TASK TO CARRY OUT
Could you work out how many lines in the material below hold the word "junction"? Give only the number in reply.
⟨
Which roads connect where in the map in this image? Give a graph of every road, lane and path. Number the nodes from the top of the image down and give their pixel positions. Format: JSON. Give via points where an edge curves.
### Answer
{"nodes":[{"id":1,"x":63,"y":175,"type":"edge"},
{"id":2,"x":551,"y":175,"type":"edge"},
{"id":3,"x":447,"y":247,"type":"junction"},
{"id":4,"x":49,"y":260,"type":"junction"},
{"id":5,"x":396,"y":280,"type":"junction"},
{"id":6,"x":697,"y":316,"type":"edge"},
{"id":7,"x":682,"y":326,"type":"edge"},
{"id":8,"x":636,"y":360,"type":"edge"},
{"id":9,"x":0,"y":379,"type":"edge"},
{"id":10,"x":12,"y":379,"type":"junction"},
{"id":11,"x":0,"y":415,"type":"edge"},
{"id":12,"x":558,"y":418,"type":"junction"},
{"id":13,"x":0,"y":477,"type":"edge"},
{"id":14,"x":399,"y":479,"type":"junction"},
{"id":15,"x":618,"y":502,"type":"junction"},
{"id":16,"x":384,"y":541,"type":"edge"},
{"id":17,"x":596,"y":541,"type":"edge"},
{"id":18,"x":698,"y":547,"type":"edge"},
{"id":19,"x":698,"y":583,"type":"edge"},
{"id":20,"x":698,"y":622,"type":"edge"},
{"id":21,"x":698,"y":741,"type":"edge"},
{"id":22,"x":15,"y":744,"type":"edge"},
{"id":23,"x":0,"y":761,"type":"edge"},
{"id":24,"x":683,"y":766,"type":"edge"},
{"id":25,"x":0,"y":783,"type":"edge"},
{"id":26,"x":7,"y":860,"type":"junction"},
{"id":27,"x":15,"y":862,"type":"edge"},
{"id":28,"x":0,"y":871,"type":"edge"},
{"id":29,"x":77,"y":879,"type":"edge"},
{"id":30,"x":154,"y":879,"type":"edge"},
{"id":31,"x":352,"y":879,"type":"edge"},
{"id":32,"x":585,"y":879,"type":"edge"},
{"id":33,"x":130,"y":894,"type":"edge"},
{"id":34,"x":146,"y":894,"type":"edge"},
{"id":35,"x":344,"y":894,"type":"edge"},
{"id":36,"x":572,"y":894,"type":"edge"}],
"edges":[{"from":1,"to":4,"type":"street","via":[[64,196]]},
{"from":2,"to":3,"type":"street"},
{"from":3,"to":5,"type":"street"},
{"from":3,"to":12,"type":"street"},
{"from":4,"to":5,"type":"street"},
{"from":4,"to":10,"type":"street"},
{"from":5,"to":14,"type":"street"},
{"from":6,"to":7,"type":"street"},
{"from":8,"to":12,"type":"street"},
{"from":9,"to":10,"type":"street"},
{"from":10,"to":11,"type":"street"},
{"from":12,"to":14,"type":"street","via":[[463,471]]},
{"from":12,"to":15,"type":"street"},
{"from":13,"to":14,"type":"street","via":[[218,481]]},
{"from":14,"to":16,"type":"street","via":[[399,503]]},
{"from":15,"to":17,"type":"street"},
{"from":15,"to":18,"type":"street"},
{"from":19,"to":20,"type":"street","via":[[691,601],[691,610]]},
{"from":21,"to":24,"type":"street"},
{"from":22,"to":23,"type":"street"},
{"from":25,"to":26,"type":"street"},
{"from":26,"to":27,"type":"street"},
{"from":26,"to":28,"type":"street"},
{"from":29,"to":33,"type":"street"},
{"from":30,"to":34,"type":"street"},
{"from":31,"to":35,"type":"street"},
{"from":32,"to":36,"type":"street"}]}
⟩
RESPONSE AREA
8